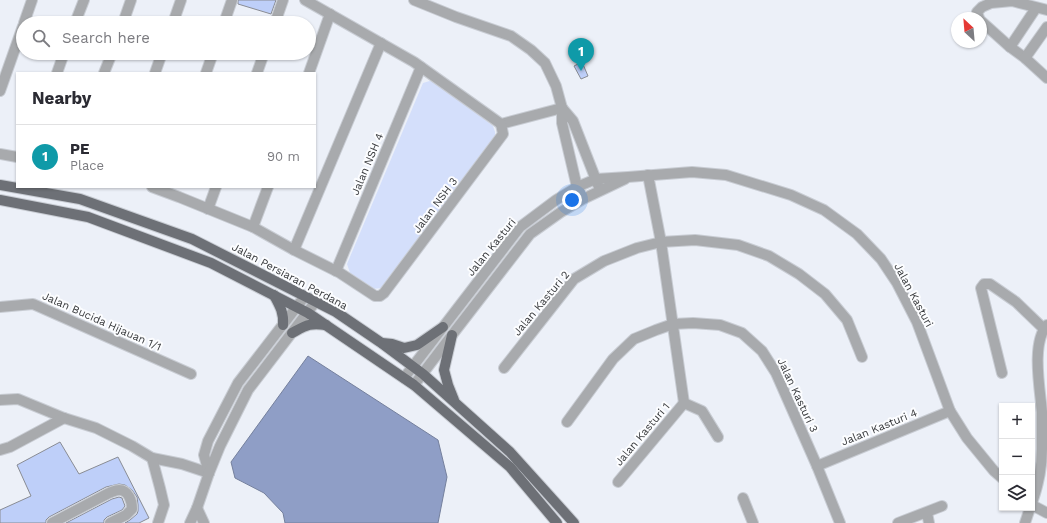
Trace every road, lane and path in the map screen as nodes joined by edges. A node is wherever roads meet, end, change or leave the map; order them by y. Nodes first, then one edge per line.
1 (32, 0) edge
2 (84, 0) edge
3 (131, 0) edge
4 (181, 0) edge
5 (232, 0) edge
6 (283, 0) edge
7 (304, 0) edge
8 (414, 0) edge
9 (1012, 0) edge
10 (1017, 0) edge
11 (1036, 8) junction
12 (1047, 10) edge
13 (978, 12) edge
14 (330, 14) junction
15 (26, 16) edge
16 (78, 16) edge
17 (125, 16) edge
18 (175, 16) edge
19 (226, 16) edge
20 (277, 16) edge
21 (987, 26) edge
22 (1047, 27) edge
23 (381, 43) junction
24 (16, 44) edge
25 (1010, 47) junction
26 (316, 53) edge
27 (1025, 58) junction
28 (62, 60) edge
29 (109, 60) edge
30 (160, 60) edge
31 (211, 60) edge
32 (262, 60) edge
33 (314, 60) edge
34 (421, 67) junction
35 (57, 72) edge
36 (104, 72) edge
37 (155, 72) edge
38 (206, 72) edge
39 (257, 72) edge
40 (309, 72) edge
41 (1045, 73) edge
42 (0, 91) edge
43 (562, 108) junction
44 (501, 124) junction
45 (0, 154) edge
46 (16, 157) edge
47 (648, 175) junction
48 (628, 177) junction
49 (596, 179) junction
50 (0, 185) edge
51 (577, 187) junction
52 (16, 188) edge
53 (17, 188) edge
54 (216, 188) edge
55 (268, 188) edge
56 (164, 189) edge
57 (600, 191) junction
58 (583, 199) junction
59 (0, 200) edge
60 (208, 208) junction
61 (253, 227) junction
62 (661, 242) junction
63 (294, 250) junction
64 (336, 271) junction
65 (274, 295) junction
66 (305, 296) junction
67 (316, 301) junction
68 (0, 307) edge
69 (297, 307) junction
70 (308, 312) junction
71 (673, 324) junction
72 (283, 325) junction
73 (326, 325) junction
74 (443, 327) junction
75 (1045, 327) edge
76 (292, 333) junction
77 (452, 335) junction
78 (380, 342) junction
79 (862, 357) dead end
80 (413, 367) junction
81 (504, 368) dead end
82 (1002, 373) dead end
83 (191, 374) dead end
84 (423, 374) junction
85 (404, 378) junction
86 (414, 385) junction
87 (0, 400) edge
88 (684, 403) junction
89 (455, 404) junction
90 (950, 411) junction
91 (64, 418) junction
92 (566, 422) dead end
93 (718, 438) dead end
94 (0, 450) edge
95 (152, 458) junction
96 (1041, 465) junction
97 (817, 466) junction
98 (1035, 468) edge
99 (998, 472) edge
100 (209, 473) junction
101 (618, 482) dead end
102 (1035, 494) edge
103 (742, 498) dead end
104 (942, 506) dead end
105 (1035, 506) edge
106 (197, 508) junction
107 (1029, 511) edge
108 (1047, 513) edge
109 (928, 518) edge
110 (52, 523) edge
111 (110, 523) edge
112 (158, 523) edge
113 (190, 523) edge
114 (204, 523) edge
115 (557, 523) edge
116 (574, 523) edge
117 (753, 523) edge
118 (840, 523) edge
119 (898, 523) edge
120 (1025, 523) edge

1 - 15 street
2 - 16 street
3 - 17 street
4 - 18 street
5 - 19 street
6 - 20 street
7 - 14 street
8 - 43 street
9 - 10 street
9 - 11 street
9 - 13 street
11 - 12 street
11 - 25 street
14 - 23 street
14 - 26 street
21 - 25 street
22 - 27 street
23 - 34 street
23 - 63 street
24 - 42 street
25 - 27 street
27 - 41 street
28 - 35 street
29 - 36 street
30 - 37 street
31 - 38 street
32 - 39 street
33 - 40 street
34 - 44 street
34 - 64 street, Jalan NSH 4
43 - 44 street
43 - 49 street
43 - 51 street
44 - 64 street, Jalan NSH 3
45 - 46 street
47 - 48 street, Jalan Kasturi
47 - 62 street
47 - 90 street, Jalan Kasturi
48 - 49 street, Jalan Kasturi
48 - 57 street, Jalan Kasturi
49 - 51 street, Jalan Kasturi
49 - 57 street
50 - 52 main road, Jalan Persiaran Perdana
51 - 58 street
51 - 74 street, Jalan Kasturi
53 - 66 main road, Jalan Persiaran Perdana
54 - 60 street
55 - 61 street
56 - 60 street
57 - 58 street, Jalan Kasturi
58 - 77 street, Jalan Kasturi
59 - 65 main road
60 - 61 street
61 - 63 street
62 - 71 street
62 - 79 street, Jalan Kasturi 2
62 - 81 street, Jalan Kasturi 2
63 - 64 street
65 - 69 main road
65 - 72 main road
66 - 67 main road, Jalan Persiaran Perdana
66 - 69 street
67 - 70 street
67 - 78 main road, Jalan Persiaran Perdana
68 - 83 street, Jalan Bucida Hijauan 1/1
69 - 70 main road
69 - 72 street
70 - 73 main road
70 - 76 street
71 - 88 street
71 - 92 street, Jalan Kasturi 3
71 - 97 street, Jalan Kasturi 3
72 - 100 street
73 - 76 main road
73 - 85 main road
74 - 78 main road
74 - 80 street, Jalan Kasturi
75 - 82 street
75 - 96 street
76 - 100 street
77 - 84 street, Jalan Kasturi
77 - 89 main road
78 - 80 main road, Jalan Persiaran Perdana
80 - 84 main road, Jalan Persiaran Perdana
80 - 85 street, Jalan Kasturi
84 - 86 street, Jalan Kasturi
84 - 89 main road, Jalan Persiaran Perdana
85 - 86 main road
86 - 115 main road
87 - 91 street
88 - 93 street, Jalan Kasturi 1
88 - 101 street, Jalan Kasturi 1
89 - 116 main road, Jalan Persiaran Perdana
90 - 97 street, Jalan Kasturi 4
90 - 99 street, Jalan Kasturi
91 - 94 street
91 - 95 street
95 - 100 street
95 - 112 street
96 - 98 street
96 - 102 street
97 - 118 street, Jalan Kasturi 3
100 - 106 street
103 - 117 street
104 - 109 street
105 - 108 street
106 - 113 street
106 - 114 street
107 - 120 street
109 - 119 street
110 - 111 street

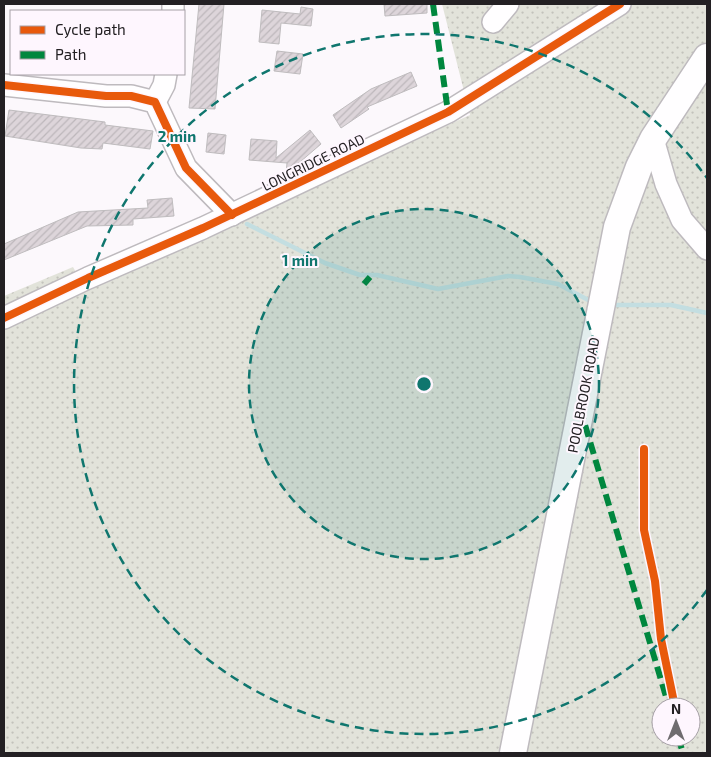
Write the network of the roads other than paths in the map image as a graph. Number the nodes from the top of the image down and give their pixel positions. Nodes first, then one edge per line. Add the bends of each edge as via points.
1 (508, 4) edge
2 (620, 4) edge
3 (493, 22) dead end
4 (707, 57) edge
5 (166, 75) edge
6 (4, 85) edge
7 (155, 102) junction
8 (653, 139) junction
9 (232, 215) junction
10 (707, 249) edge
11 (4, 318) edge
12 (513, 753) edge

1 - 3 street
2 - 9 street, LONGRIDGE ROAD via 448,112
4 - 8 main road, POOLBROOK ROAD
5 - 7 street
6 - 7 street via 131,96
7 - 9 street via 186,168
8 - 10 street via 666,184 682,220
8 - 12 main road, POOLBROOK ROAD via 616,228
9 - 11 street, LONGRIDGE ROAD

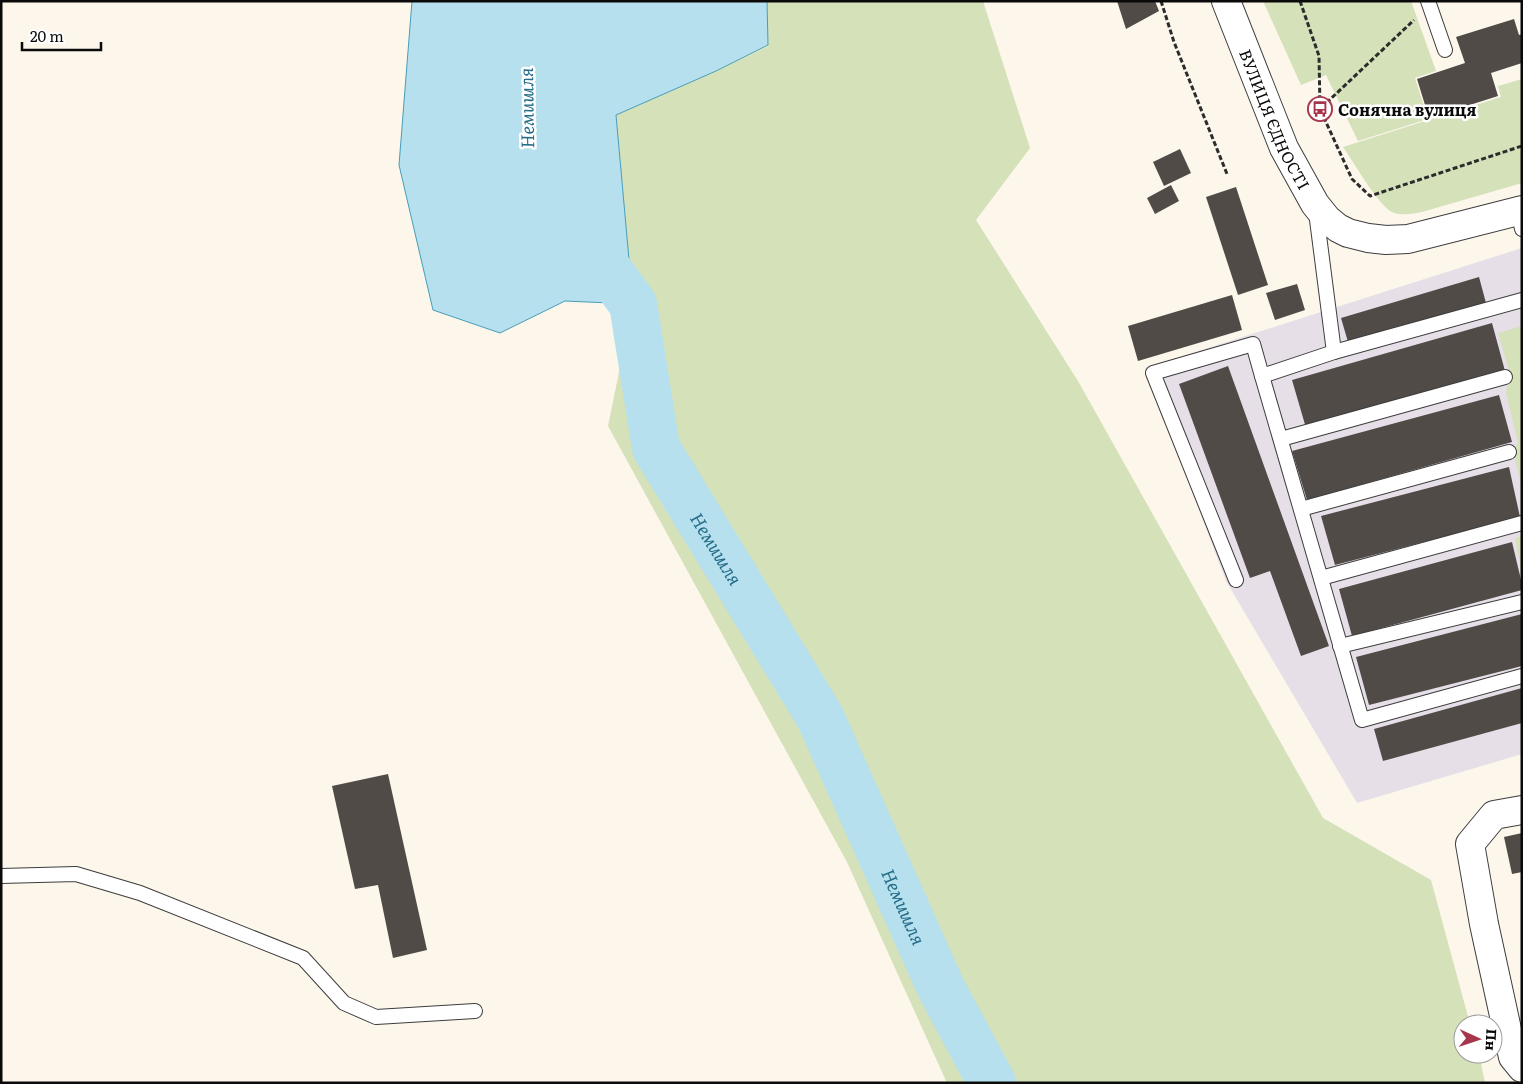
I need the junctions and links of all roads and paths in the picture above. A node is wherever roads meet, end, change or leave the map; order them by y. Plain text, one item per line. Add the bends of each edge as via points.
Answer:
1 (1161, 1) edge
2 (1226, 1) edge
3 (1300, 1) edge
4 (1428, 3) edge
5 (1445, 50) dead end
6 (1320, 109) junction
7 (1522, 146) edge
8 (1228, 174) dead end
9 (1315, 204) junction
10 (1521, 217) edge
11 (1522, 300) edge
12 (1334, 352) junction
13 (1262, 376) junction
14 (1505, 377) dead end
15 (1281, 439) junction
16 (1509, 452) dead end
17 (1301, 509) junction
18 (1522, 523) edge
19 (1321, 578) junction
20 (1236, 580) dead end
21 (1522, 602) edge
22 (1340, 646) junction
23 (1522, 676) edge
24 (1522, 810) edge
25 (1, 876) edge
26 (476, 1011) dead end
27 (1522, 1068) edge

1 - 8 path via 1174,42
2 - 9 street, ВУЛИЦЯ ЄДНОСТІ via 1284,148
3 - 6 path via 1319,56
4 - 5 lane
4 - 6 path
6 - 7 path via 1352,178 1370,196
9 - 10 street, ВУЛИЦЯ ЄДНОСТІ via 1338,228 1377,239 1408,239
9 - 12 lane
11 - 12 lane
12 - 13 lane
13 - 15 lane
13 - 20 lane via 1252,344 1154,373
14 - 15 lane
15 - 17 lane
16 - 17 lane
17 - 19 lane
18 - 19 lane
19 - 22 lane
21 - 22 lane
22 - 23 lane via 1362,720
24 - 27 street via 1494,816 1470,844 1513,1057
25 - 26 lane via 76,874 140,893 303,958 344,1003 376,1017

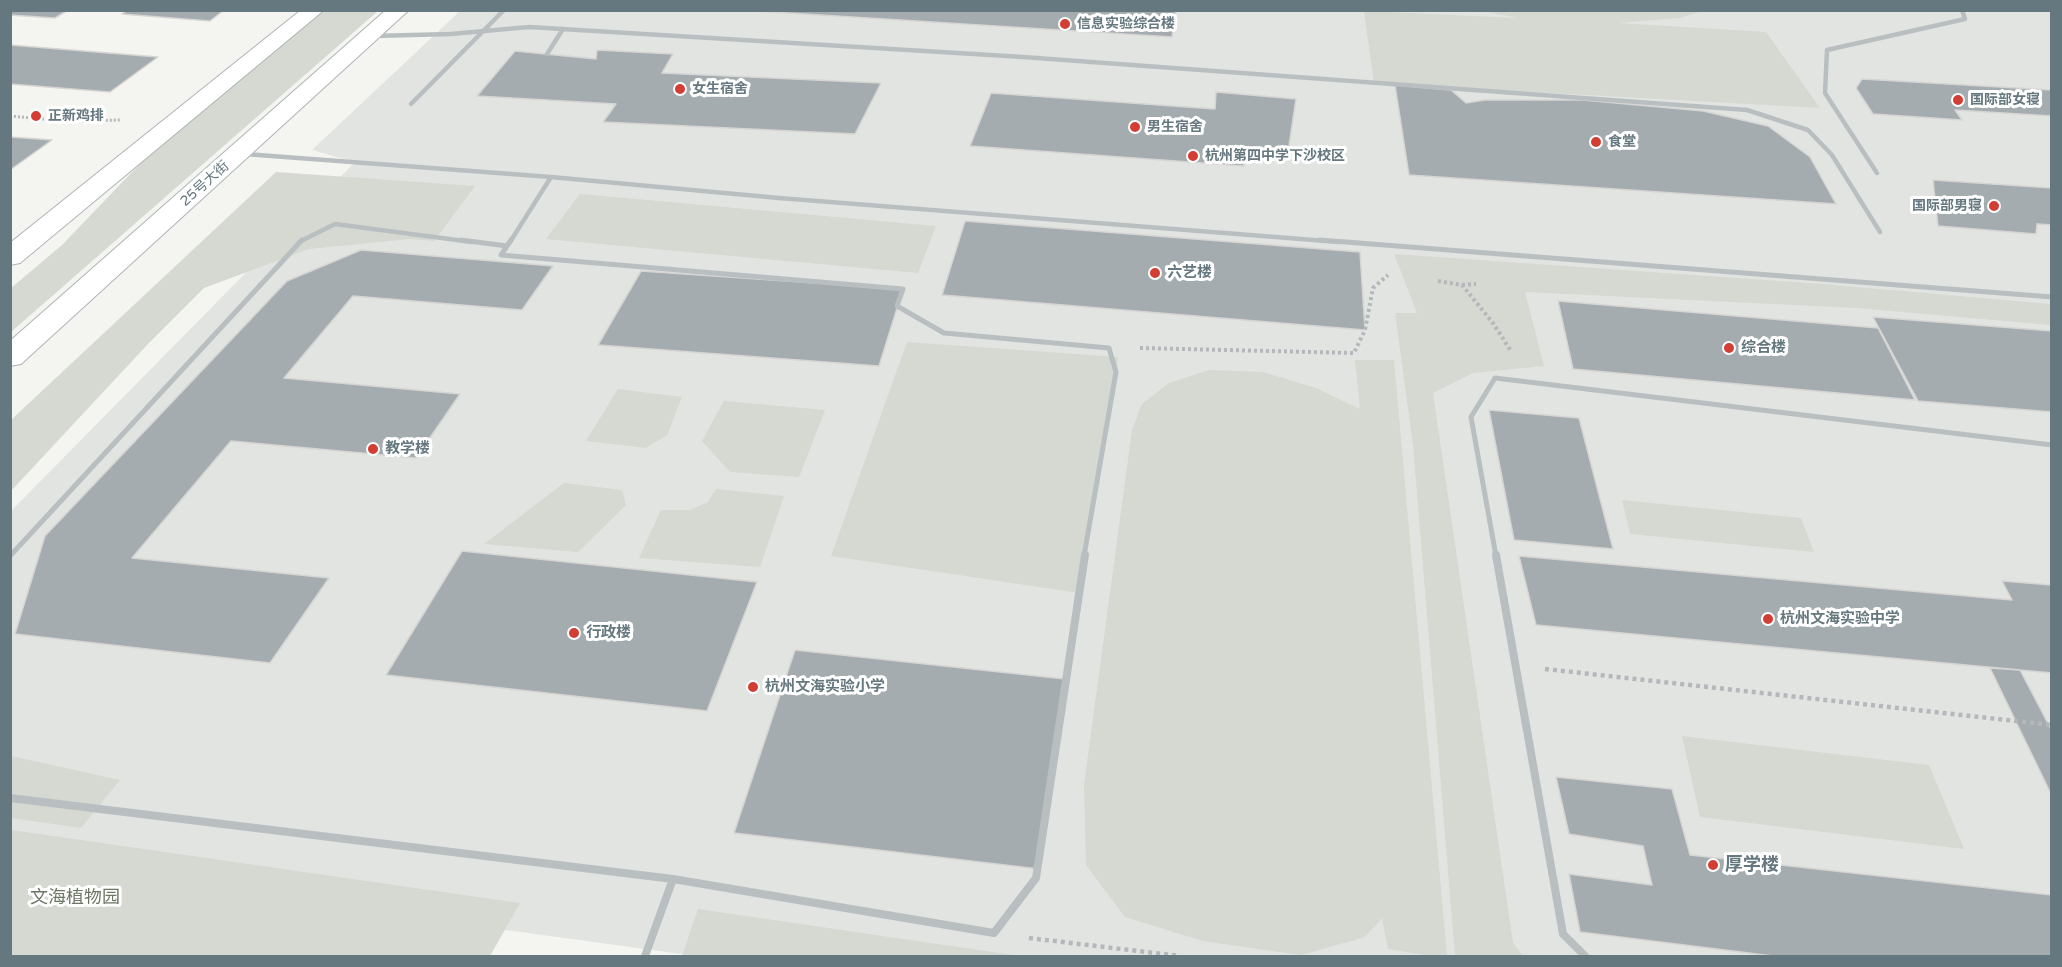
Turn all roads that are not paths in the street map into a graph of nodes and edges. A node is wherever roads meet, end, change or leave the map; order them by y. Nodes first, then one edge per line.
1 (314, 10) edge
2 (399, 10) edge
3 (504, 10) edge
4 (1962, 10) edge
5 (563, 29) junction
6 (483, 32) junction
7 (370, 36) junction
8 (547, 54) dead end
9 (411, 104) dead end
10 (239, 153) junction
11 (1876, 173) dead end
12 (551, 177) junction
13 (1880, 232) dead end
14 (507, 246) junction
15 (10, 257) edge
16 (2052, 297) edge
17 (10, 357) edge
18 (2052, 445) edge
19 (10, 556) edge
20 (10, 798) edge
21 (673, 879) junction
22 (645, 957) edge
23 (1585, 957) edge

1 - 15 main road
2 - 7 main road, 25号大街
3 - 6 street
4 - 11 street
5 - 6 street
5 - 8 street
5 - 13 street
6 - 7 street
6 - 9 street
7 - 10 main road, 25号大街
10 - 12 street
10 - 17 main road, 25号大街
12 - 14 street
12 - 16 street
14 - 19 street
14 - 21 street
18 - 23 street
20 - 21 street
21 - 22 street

◆ ◆ ◆ ◆ ◆

§ **Problem to work on**: Which lines of the records above contain the word "leave"? Report each one in full.

§ **Problem solution**:
Trace every road, lane and path in the map screen as nodes joined by edges. A node is wherever roads meet, end, change or leave the map; order them by y. Nodes first, then one edge per line.
I need the junctions and links of all roads and paths in the picture above. A node is wherever roads meet, end, change or leave the map; order them by y. Plain text, one item per line. Add the bends of each edge as via points.
Turn all roads that are not paths in the street map into a graph of nodes and edges. A node is wherever roads meet, end, change or leave the map; order them by y. Nodes first, then one edge per line.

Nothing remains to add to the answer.